━━━━━ Materials provided
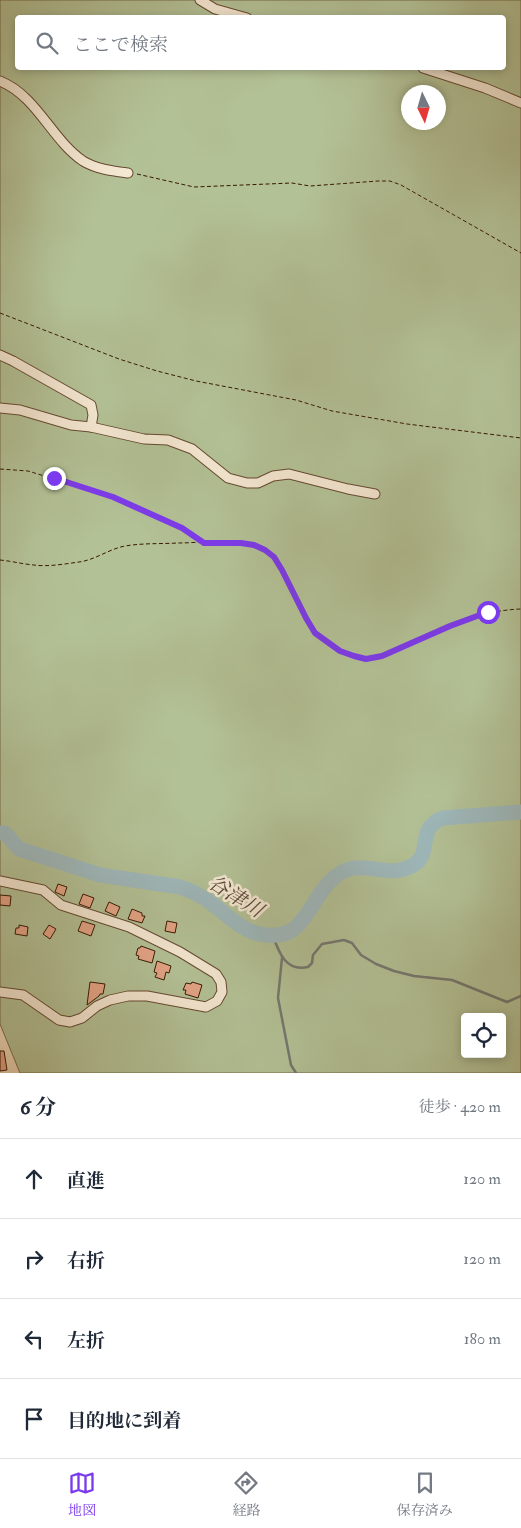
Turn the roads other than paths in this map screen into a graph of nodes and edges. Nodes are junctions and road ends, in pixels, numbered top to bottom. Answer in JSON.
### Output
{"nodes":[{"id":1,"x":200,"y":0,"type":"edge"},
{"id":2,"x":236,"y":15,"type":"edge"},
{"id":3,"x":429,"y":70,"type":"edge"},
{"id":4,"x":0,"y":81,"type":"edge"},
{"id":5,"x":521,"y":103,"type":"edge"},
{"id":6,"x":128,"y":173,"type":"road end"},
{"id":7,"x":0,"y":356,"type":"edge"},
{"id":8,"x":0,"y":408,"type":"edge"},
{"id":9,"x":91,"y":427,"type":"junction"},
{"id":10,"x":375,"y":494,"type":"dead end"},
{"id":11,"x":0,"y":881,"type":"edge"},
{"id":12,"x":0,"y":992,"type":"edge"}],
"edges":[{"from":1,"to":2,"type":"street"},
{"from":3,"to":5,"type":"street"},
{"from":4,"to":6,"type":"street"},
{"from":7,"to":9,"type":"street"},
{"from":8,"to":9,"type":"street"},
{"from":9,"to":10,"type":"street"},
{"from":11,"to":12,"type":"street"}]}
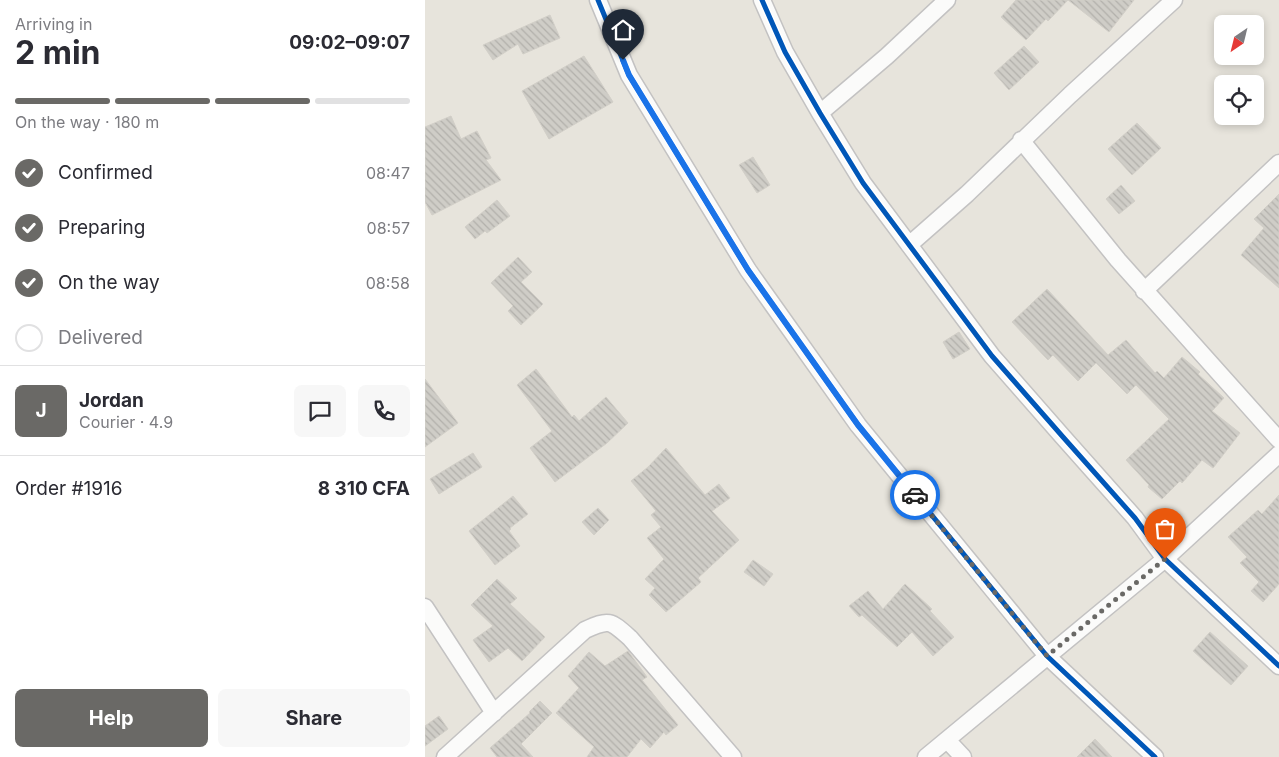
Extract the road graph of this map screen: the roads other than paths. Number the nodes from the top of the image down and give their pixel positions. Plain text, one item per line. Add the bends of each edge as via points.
━━━━━━━━━━
* Task to carry out
No image belongs in the copy. Transcribe the full listing verbatim.

* Expected answer
Turn the roads other than paths in this map screen into a graph of nodes and edges. Nodes are junctions and road ends, in pixels, numbered top to bottom. Answer in JSON.
### Output
{"nodes":[{"id":1,"x":200,"y":0,"type":"edge"},
{"id":2,"x":236,"y":15,"type":"edge"},
{"id":3,"x":429,"y":70,"type":"edge"},
{"id":4,"x":0,"y":81,"type":"edge"},
{"id":5,"x":521,"y":103,"type":"edge"},
{"id":6,"x":128,"y":173,"type":"road end"},
{"id":7,"x":0,"y":356,"type":"edge"},
{"id":8,"x":0,"y":408,"type":"edge"},
{"id":9,"x":91,"y":427,"type":"junction"},
{"id":10,"x":375,"y":494,"type":"dead end"},
{"id":11,"x":0,"y":881,"type":"edge"},
{"id":12,"x":0,"y":992,"type":"edge"}],
"edges":[{"from":1,"to":2,"type":"street"},
{"from":3,"to":5,"type":"street"},
{"from":4,"to":6,"type":"street"},
{"from":7,"to":9,"type":"street"},
{"from":8,"to":9,"type":"street"},
{"from":9,"to":10,"type":"street"},
{"from":11,"to":12,"type":"street"}]}
Extract the road graph of this map screen: the roads other than paths. Number the nodes from the top of the image down and give their pixel positions. Plain text, one item per line. Add the bends of each edge as via points.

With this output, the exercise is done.